- _Exercise data_:
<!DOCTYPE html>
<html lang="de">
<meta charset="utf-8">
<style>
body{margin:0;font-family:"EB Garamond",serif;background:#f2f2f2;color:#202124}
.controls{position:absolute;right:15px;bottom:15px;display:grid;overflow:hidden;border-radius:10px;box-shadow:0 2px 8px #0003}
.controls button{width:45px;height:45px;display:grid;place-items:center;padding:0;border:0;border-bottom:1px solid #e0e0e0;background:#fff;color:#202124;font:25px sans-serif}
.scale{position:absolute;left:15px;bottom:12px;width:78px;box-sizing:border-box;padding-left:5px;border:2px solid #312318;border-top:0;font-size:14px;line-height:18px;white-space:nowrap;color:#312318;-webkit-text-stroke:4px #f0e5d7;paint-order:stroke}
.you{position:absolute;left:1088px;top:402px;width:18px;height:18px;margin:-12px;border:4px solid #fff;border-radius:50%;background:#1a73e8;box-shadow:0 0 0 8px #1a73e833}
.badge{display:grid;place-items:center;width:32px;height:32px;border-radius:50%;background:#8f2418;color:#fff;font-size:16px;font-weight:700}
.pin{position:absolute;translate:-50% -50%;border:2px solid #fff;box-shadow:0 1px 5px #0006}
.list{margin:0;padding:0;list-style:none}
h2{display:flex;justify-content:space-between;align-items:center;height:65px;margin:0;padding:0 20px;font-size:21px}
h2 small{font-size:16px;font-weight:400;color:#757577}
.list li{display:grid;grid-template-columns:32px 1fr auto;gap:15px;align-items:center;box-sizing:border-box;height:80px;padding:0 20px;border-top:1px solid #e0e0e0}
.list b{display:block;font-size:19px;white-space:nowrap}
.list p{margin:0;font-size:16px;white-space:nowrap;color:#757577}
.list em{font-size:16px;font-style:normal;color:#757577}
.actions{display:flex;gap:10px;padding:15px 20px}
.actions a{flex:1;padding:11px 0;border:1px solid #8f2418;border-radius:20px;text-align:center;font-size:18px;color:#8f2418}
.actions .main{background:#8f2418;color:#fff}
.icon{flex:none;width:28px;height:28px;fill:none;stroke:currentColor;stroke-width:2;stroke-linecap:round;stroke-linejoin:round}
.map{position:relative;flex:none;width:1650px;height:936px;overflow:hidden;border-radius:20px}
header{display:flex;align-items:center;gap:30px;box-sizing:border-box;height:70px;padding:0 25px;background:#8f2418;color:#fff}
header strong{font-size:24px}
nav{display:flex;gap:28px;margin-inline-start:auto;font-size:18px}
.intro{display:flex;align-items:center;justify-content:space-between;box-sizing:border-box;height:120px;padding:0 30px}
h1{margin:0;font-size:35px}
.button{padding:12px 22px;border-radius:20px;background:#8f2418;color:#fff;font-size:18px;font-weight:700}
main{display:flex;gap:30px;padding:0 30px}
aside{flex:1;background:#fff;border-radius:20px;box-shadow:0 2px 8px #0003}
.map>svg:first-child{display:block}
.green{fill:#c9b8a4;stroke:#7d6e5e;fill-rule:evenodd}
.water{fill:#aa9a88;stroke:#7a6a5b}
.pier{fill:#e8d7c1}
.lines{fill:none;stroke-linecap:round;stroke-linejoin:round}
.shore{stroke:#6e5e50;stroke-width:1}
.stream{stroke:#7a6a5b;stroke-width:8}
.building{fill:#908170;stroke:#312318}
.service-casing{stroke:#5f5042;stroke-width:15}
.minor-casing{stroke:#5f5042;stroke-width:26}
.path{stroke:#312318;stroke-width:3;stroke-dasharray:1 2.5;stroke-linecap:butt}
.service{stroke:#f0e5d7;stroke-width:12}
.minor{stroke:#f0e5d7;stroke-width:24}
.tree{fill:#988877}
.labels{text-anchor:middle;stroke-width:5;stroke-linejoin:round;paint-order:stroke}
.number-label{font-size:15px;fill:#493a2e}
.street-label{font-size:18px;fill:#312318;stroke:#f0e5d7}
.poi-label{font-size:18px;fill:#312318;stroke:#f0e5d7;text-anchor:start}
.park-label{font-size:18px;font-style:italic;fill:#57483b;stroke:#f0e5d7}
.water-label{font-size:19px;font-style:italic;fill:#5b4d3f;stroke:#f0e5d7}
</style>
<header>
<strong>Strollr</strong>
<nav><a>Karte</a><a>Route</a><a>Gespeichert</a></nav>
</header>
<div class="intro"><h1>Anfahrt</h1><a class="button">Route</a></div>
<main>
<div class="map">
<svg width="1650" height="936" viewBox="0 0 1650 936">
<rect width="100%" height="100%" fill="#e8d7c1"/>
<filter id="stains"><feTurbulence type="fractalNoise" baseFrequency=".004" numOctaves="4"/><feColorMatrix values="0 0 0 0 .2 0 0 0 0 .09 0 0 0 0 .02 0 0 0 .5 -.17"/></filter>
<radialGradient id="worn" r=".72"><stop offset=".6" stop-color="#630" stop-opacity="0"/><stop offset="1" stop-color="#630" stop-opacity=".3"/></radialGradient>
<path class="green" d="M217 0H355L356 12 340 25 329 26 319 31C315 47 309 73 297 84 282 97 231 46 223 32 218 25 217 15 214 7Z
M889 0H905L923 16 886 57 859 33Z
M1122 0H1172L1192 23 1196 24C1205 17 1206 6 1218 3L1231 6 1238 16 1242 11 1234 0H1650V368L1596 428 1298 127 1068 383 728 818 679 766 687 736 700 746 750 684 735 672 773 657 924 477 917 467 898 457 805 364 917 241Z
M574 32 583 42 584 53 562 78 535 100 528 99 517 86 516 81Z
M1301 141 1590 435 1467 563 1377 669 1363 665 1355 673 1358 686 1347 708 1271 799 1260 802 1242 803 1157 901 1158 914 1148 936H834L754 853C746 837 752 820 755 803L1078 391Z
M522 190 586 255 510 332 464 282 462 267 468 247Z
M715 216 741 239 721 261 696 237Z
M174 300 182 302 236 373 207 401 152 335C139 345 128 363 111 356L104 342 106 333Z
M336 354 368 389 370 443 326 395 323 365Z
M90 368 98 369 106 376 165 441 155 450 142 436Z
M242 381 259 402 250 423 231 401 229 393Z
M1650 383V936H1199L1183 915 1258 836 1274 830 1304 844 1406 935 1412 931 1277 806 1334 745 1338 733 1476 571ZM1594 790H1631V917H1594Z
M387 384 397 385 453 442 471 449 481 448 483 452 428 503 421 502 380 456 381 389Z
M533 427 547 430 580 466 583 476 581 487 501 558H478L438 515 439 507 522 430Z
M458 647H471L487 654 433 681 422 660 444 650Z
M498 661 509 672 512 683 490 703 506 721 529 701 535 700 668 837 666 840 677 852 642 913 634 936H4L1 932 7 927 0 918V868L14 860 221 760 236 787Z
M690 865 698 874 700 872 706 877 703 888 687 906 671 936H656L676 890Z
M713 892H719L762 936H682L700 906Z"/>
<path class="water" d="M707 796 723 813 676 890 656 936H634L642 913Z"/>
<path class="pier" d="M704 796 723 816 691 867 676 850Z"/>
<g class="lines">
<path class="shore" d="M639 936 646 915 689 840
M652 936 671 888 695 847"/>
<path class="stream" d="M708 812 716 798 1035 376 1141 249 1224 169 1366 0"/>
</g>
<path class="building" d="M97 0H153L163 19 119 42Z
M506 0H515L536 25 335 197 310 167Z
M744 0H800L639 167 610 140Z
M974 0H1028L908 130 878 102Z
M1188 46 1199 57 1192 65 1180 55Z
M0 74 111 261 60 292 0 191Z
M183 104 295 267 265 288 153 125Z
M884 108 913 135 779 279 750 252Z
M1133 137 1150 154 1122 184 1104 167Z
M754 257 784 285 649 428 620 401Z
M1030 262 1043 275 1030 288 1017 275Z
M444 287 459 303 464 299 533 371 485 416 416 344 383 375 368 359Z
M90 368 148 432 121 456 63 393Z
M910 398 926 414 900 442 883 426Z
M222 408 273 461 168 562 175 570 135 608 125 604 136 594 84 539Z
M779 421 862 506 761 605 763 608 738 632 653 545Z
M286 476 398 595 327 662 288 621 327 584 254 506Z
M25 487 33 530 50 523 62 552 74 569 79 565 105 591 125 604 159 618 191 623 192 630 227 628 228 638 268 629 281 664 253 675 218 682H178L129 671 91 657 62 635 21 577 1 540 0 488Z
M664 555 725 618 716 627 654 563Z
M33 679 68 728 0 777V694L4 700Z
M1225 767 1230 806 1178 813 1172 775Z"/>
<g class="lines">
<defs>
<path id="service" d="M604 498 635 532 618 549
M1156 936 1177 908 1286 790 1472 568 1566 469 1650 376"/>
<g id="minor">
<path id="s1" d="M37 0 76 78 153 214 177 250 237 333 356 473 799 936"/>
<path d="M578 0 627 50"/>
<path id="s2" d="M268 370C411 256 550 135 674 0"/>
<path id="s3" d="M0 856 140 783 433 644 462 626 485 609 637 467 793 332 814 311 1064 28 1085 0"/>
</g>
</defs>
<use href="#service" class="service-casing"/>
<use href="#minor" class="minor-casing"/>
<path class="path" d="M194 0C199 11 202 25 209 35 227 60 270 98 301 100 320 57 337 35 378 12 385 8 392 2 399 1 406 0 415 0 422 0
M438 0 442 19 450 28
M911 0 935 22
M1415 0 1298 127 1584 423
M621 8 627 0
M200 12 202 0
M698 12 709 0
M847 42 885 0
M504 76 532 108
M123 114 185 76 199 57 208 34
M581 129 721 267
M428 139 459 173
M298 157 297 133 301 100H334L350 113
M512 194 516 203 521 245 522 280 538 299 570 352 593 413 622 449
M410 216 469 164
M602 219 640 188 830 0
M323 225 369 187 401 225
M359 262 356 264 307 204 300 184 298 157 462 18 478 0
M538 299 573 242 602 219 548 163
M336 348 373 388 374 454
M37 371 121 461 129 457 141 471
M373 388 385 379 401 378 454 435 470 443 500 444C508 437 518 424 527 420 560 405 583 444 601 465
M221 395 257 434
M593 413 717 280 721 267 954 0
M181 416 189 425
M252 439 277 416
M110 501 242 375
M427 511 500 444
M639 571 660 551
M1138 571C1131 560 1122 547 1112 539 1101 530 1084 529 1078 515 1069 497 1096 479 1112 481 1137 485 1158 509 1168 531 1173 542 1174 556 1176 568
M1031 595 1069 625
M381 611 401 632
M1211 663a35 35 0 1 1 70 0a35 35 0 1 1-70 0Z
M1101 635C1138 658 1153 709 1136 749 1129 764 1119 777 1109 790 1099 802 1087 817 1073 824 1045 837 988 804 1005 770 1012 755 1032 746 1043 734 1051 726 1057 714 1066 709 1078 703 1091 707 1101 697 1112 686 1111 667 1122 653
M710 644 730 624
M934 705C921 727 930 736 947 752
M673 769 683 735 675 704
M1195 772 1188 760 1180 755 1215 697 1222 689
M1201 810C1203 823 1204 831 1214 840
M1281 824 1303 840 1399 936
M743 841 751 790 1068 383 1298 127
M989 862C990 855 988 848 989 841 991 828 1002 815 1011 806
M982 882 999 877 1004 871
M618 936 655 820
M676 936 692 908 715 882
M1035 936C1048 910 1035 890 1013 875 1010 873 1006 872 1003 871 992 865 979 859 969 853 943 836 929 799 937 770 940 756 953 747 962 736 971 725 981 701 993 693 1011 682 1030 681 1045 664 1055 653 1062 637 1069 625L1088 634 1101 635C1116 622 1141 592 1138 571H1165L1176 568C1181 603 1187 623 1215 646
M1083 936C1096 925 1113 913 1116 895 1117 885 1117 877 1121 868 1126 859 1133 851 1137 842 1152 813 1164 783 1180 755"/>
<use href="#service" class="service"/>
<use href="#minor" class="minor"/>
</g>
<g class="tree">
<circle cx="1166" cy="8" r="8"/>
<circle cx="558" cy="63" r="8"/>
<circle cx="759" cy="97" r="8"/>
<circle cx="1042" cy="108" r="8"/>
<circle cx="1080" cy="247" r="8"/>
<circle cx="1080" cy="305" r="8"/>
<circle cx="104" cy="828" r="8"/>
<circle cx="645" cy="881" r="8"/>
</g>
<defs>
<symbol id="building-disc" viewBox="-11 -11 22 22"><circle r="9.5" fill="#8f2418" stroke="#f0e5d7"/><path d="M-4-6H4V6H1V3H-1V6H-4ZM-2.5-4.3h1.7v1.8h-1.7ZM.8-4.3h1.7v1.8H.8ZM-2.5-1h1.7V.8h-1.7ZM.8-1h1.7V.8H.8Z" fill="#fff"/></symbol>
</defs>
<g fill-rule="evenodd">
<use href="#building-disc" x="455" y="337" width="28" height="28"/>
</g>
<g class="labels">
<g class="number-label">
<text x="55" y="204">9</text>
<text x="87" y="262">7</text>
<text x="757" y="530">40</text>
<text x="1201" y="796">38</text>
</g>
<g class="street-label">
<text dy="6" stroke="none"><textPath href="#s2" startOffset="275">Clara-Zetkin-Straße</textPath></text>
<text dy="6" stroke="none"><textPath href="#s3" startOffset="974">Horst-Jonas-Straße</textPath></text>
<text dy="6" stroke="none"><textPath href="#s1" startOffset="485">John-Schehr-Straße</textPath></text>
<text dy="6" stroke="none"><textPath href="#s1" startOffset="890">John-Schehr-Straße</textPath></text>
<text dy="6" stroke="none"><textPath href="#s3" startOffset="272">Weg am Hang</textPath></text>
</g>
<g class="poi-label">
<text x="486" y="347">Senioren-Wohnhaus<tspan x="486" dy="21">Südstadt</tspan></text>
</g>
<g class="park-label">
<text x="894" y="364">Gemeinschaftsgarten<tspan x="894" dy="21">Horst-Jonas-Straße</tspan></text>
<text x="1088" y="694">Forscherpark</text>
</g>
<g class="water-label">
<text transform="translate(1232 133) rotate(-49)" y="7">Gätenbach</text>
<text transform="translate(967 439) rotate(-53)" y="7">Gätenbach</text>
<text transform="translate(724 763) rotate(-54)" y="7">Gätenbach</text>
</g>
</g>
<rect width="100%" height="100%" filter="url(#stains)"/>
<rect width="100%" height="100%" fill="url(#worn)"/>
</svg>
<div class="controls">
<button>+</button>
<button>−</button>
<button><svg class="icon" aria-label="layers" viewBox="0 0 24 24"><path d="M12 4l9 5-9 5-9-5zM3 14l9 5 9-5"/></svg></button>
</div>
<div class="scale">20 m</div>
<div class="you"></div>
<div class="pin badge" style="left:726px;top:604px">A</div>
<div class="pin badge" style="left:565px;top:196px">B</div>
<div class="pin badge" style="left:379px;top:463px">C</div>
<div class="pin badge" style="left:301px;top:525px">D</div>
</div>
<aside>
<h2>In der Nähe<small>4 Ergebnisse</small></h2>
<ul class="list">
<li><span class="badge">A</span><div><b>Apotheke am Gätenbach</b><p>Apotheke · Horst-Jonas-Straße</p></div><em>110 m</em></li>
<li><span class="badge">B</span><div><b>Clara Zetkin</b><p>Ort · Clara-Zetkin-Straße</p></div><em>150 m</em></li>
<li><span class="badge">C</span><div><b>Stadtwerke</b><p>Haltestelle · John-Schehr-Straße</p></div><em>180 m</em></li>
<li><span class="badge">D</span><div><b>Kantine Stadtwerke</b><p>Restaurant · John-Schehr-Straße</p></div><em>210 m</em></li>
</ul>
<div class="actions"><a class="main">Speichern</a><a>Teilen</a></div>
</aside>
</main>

- _Task goal_: Whenever "overflow" shows up in a line of the listing, copy that whole line.

- _Output below_:
.controls{position:absolute;right:15px;bottom:15px;display:grid;overflow:hidden;border-radius:10px;box-shadow:0 2px 8px #0003}
.map{position:relative;flex:none;width:1650px;height:936px;overflow:hidden;border-radius:20px}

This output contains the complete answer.